A lack of natural gas could cause existing oil fields to decline and delay the startup of new heavy-oil projects in the Orinoco Belt. The country’s most important existing field is El Furrial. According to PDVSA’s 2008 annual report, the field produced 408,000 barrels a day that year, comparable to the production of Colombia. It was more than half-again as productive as the second-place field in Venezuela, Zuata, which produced 284,000 barrels a day. Most of Furrial’s productivity is attributable to the PIGAP project, gigantic sets of turbines that inject natural gas into the field. Yes, that PIGAP — the one that PDVSA took over from Williams Cos and Exterran last year without compensation.
PIGAP consumes a tremendous quantity of gas. It can handle over a billion cubic feet of natural gas a day, a trillion every three years, as it forces oil out of its sandy home and into the waiting hands, buckets and refineries of PDVSA. President Chavez previously instructed PDVSA to divert 20% of the project’s gas for use in electricity production. I don’t know if that happened. A reduction in gas supply would, of course, mean that PIGAP couldn’t pressurize the field as much. At first, this will lead to lower output. Later, if the field pressure were to fall beyond a critical threshhold, the oil underground would convert to an asphalt that can’t be extracted by conventional means, destroying the field.
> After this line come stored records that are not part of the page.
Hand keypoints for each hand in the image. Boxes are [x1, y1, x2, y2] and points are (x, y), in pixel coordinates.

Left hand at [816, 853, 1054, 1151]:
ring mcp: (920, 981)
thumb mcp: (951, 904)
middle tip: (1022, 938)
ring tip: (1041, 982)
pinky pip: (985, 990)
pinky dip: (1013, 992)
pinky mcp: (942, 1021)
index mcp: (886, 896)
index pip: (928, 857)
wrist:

Meanwhile, Venezuela aims to develop the Orinoco Belt, possibly the world’s biggest concentration of liquid hydrocarbons. New projects there will need 3 billion cubic feet a day, according to Mauro Ristorto, an analyst at IPD Latin America, cited in Caracas daily El Mundo (posted improperly but conveniently at the Gerencia y Energia blog). The east of the country, including the Orinoco, will need 11.7 billion. The country’s full production as of June 2009 was 7.1 billion.
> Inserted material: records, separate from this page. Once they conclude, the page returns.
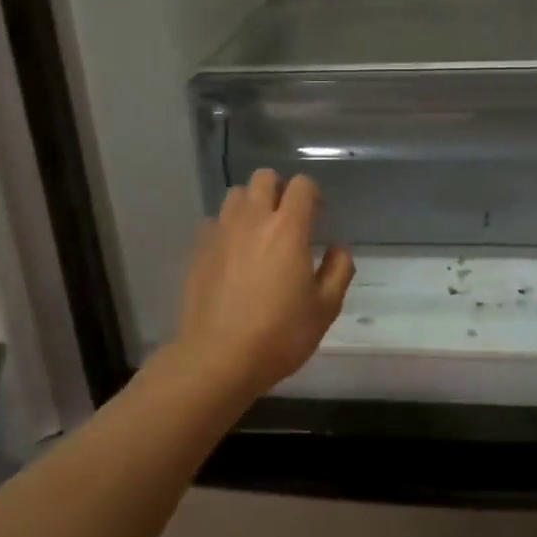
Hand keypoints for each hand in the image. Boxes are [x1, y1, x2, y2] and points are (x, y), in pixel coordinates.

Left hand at [174, 169, 354, 398]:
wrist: (218, 359)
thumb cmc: (279, 335)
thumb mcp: (325, 309)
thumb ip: (338, 271)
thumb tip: (338, 248)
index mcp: (288, 228)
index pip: (302, 185)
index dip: (313, 194)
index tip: (318, 216)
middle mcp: (253, 220)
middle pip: (264, 178)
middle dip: (279, 189)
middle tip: (287, 218)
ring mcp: (221, 232)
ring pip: (235, 195)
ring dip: (251, 204)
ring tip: (258, 232)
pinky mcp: (198, 250)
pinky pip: (214, 223)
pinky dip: (226, 229)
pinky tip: (232, 254)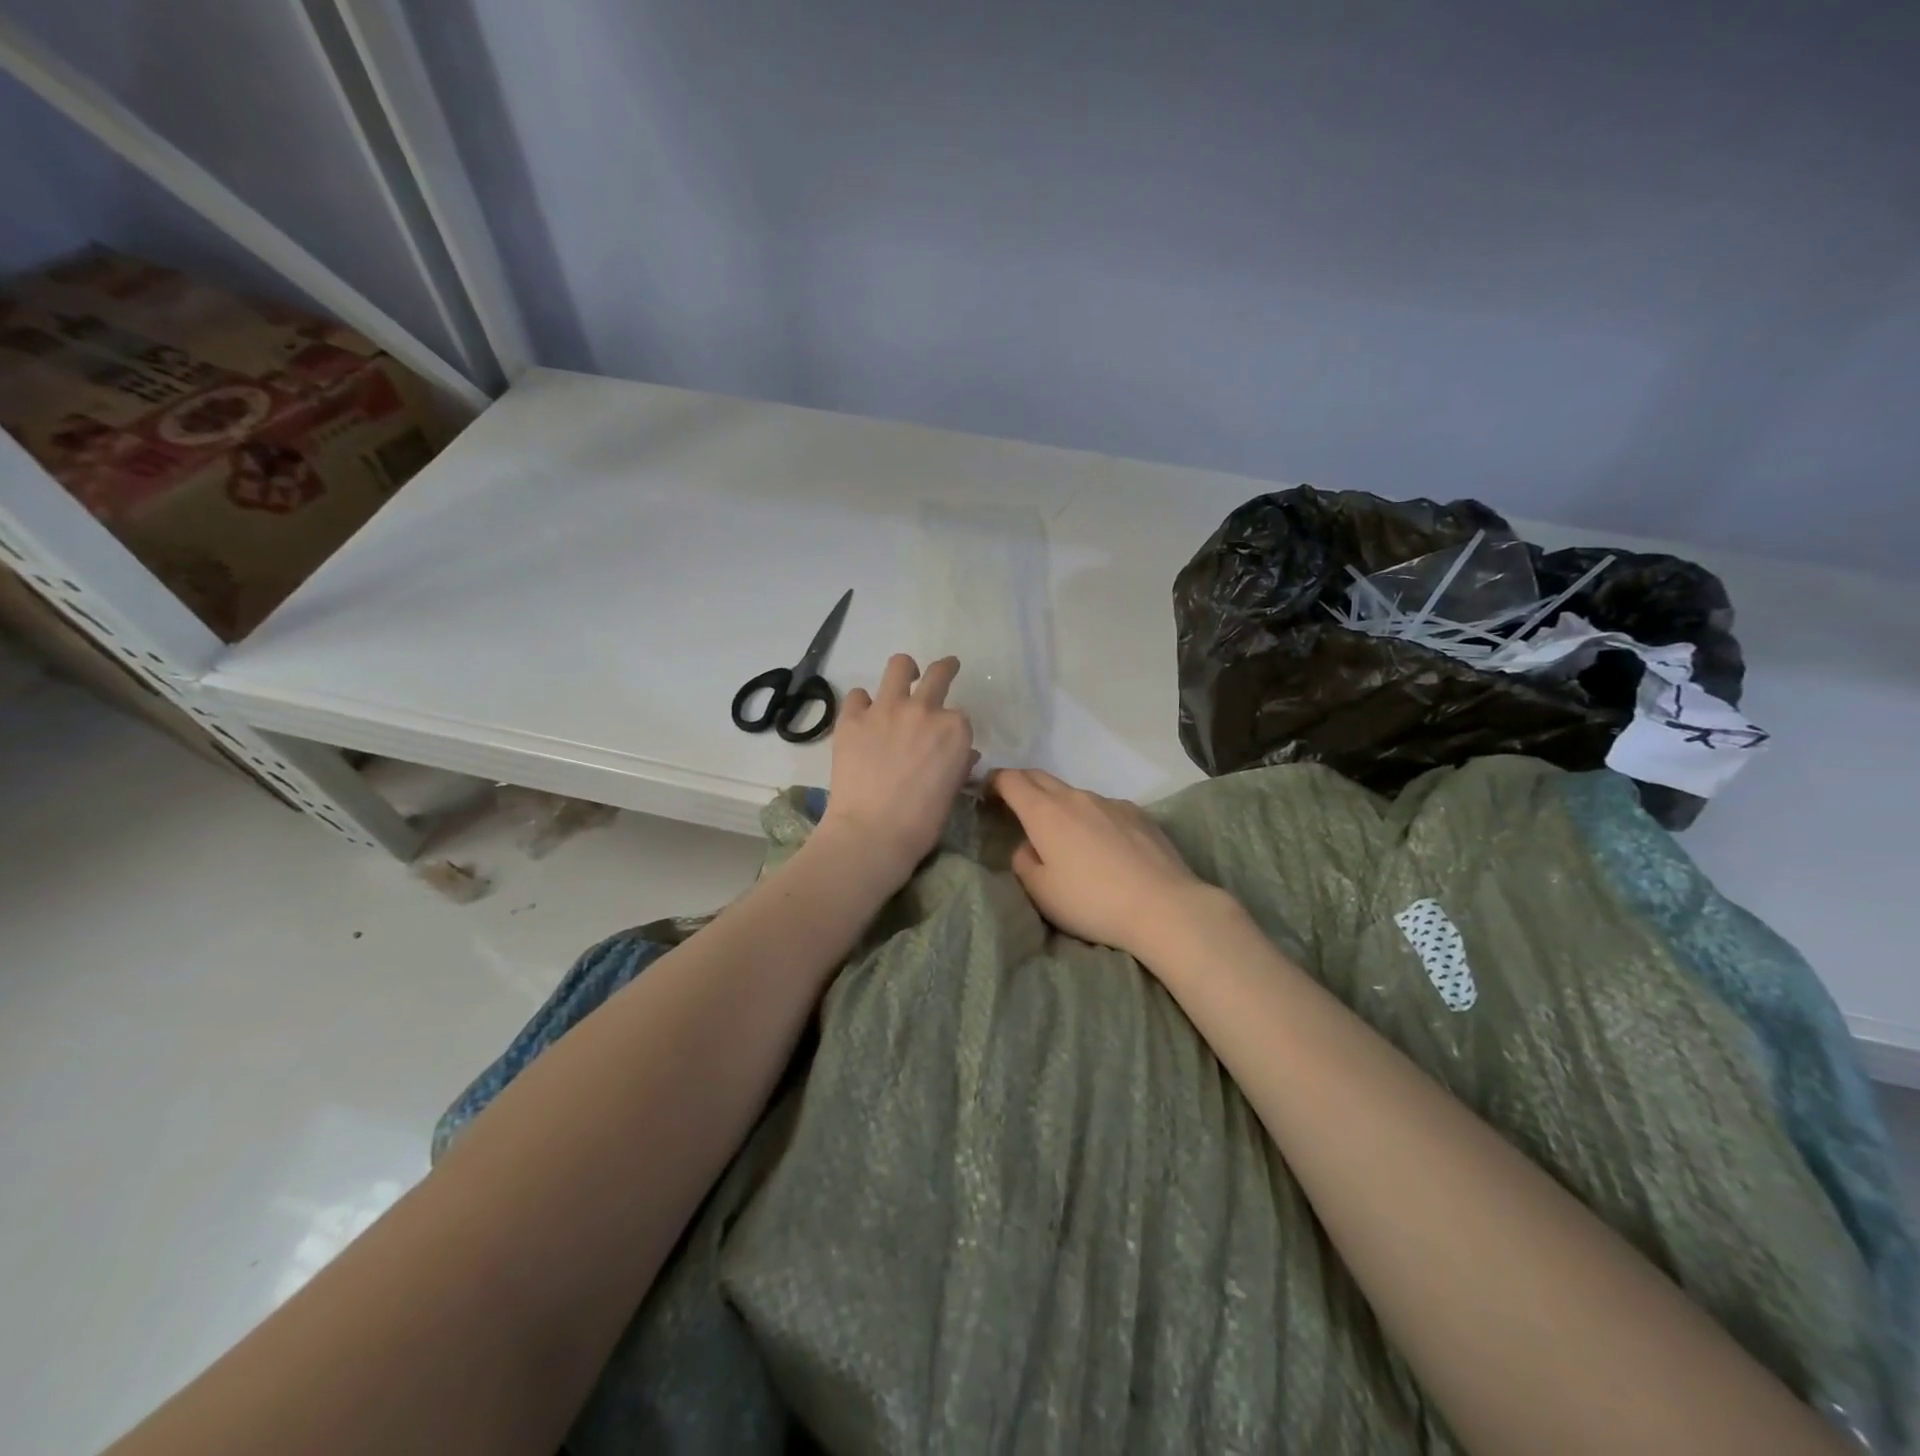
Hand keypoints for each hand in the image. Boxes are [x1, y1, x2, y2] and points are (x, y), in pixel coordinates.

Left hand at [814, 655, 975, 887]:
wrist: (872, 833)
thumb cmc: (921, 822)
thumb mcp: (951, 792)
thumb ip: (960, 764)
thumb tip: (964, 753)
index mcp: (954, 729)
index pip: (959, 715)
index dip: (953, 726)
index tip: (947, 737)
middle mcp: (923, 709)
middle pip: (938, 674)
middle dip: (945, 669)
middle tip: (946, 669)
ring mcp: (885, 709)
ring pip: (899, 666)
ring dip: (904, 670)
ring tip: (903, 678)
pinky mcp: (852, 718)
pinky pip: (858, 695)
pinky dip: (863, 703)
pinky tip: (863, 717)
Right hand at [987, 769, 1215, 962]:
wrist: (1163, 906)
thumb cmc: (1092, 902)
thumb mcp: (1041, 892)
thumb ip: (1024, 861)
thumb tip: (1029, 846)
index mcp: (1045, 813)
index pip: (1011, 780)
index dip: (995, 782)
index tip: (988, 793)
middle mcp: (1076, 797)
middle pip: (1040, 777)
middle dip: (1022, 784)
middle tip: (1015, 806)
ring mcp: (1110, 802)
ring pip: (1074, 794)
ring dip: (1060, 805)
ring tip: (1065, 836)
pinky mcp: (1138, 813)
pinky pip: (1104, 808)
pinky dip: (1092, 818)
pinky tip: (1104, 847)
(Gerencia y Energia posted Ristorto’s presentation from a gas conference in Venezuela last week here.)
According to some sources, natural gas supply has also been a sticking point in negotiations between PDVSA, the Oil Ministry and private companies setting up new heavy-oil joint ventures in the Orinoco Belt. These companies, Chevron Corp, Repsol YPF SA, and their smaller partners, are concerned that PDVSA won’t be able to guarantee enough natural gas and electricity to make the projects work, leaving them with billions of dollars invested and no chance for a return. Even if the natural gas may be there in a few years, the current doubts — worsened by the sinking of the Aban Pearl last month — may delay construction.
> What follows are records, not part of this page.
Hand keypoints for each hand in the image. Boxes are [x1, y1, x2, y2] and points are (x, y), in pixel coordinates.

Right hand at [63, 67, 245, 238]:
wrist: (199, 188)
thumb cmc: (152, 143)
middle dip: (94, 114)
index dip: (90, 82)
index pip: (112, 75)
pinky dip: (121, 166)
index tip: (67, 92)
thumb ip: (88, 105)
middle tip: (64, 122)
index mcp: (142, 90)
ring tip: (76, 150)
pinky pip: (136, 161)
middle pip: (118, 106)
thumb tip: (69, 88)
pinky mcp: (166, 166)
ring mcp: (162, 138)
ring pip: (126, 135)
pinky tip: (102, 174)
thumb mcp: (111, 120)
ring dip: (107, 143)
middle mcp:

Everyone’s oil supply model has a different number for how much Venezuela will produce in five years. But no one I’ve talked to forecasts that the country will produce less than it does at present. If the natural gas situation continues as it has, such a scenario could come to pass.
That said, I don’t think it will happen. I think PDVSA and the Oil Ministry understand what’s at stake, and are ready to get gas by any means necessary, including increasing purchases from Colombia. That, in turn, would add geopolitical risk to the existing risks in Venezuela.